=== AIM OF THE TASK ===
Please retype the records below exactly as they stand.

=== Data extracted from a collection ===
*-*-*
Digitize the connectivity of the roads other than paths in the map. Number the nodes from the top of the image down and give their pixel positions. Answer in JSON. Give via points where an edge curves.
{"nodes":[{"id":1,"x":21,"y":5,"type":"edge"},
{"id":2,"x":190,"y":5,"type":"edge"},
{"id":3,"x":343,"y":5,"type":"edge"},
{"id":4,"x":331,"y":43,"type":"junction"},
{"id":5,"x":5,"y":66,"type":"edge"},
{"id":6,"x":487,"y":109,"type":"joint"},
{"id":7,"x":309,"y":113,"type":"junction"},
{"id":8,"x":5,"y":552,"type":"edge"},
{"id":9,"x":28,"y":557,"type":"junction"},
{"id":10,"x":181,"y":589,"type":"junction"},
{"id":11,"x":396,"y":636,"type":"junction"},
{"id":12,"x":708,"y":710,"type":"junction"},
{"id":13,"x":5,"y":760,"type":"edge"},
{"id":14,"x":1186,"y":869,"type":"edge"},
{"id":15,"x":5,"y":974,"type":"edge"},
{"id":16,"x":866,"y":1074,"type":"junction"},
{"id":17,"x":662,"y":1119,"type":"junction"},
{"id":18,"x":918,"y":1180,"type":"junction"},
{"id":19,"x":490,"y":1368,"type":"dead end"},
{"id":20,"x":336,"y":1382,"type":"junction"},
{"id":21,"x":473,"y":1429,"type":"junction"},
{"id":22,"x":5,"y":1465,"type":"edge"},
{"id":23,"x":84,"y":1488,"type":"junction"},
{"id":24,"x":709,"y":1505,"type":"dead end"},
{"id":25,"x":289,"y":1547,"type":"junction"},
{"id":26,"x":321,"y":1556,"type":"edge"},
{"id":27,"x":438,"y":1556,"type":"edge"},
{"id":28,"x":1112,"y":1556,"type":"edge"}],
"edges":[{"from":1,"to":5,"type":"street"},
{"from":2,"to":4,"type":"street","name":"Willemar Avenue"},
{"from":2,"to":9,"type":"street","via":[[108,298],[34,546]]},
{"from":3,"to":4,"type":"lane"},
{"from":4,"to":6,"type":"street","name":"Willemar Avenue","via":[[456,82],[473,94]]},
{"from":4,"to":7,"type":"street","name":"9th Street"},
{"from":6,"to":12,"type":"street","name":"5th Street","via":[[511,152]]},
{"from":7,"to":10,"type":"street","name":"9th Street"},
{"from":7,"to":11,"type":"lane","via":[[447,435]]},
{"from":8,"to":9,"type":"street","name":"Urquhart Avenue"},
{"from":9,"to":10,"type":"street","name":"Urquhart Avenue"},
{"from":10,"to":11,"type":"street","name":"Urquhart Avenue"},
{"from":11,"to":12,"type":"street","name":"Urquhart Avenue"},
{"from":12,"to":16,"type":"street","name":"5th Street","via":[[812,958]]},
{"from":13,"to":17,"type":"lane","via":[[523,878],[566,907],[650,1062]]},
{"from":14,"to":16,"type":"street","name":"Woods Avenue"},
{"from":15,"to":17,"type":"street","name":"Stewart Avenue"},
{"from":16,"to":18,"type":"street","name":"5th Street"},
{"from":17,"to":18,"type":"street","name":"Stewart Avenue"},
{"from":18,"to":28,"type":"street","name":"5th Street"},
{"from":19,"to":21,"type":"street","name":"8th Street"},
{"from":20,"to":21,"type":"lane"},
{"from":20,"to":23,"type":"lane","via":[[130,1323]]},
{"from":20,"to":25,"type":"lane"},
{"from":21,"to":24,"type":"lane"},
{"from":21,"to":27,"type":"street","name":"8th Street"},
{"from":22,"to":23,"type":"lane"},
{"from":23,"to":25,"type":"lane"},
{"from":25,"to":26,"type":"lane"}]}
*-*-*
=== YOUR RESPONSE ===
Digitize the connectivity of the roads other than paths in the map. Number the nodes from the top of the image down and give their pixel positions. Answer in JSON. Give via points where an edge curves.
{"nodes":[{"id":1,"x":21,"y":5,"type":"edge"},
{"id":2,"x":190,"y":5,"type":"edge"},
{"id":3,"x":343,"y":5,"type":"edge"},
{"id":4,"x":331,"y":43,"type":"junction"},
{"id":5,"x":5,"y":66,"type":"edge"},
{"id":6,"x":487,"y":109,"type":"joint"},
{"id":7,"x":309,"y":113,"type":"junction"},
{"id":8,"x":5,"y":552,"type":"edge"},
{"id":9,"x":28,"y":557,"type":"junction"},
{"id":10,"x":181,"y":589,"type":"junction"},
{"id":11,"x":396,"y":636,"type":"junction"},
{"id":12,"x":708,"y":710,"type":"junction"},
{"id":13,"x":5,"y":760,"type":"edge"},
{"id":14,"x":1186,"y":869,"type":"edge"},
{"id":15,"x":5,"y":974,"type":"edge"},
{"id":16,"x":866,"y":1074,"type":"junction"},
{"id":17,"x":662,"y":1119,"type":"junction"},
{"id":18,"x":918,"y":1180,"type":"junction"},
{"id":19,"x":490,"y":1368,"type":"dead end"},
{"id":20,"x":336,"y":1382,"type":"junction"},
{"id":21,"x":473,"y":1429,"type":"junction"},
{"id":22,"x":5,"y":1465,"type":"edge"},
{"id":23,"x":84,"y":1488,"type":"junction"},
{"id":24,"x":709,"y":1505,"type":"dead end"},
{"id":25,"x":289,"y":1547,"type":"junction"},
{"id":26,"x":321,"y":1556,"type":"edge"},
{"id":27,"x":438,"y":1556,"type":"edge"},
{"id":28,"x":1112,"y":1556,"type":"edge"}],
"edges":[{"from":1,"to":5,"type":"street"},
{"from":2,"to":4,"type":"street","name":"Willemar Avenue"},
{"from":2,"to":9,"type":"street","via":[[108,298],[34,546]]},
{"from":3,"to":4,"type":"lane"},
{"from":4,"to":6,"type":"street","name":"Willemar Avenue","via":[[456,82],[473,94]]},
{"from":4,"to":7,"type":"street","name":"9th Street"},
{"from":6,"to":12,"type":"street","name":"5th Street","via":[[511,152]]},
{"from":7,"to":10,"type":"street","name":"9th Street"},
{"from":7,"to":11,"type":"lane","via":[[447,435]]},
{"from":8,"to":9,"type":"street","name":"Urquhart Avenue"},
{"from":9,"to":10,"type":"street","name":"Urquhart Avenue"},
{"from":10,"to":11,"type":"street","name":"Urquhart Avenue"},
{"from":11,"to":12,"type":"street","name":"Urquhart Avenue"},
{"from":12,"to":16,"type":"street","name":"5th Street","via":[[812,958]]},
{"from":13,"to":17,"type":"lane","via":[[523,878],[566,907],[650,1062]]},
{"from":14,"to":16,"type":"street","name":"Woods Avenue"},
{"from":15,"to":17,"type":"street","name":"Stewart Avenue"},
{"from":16,"to":18,"type":"street","name":"5th Street"},
{"from":17,"to":18,"type":"street","name":"Stewart Avenue"},
{"from":18,"to":28,"type":"street","name":"5th Street"},
{"from":19,"to":21,"type":"street","name":"8th Street"},
{"from":20,"to":21,"type":"lane"},
{"from":20,"to":23,"type":"lane","via":[[130,1323]]},
{"from":20,"to":25,"type":"lane"},
{"from":21,"to":24,"type":"lane"},
{"from":21,"to":27,"type":"street","name":"8th Street"},
{"from":22,"to":23,"type":"lane"},
{"from":23,"to":25,"type":"lane"},
{"from":25,"to":26,"type":"lane"}]}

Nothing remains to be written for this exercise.